#### Problem to solve
Line count for "Школьная": state how many lines of the data below include it, and output nothing more.

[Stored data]
_____

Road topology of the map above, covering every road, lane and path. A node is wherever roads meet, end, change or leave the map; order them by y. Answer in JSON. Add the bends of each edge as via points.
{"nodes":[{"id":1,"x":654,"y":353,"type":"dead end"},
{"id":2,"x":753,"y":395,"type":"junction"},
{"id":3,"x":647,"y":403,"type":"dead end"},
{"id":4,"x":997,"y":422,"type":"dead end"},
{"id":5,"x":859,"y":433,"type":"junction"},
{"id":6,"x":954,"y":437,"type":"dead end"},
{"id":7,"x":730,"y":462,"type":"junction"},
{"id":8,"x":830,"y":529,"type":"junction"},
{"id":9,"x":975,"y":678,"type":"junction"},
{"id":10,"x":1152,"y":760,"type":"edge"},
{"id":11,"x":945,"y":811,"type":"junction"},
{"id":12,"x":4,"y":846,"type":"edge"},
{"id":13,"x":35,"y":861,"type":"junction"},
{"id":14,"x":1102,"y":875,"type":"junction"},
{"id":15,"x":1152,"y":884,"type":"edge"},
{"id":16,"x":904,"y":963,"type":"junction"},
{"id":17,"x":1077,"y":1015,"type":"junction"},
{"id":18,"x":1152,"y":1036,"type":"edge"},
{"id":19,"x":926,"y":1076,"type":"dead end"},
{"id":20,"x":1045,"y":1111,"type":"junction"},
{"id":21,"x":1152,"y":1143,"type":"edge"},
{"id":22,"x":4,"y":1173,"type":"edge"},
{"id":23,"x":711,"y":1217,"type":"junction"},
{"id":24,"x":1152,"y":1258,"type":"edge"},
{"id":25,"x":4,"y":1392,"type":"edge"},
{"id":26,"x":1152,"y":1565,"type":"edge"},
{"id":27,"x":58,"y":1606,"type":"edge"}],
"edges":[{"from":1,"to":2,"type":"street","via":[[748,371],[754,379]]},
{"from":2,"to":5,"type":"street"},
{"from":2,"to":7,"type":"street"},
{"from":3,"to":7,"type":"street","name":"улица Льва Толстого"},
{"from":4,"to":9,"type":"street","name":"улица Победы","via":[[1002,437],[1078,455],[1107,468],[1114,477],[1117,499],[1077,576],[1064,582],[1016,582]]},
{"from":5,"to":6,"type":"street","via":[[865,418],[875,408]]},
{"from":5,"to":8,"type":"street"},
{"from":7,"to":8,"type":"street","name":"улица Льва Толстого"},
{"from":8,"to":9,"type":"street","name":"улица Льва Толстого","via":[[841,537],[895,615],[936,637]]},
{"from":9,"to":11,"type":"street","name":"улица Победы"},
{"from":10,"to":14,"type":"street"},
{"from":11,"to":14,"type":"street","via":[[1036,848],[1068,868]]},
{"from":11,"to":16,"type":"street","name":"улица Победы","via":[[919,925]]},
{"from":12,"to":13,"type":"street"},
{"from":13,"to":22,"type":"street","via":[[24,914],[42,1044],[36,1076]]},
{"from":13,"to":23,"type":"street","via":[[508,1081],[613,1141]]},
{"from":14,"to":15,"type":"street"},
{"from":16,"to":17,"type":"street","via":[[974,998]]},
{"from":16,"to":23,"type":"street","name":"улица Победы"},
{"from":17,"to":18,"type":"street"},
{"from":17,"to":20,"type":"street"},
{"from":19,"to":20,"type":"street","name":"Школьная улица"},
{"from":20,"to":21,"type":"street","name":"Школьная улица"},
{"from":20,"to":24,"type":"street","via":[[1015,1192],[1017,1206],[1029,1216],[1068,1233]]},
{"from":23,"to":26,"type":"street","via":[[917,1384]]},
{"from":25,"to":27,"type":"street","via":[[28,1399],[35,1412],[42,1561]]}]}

_____

#### Solution
2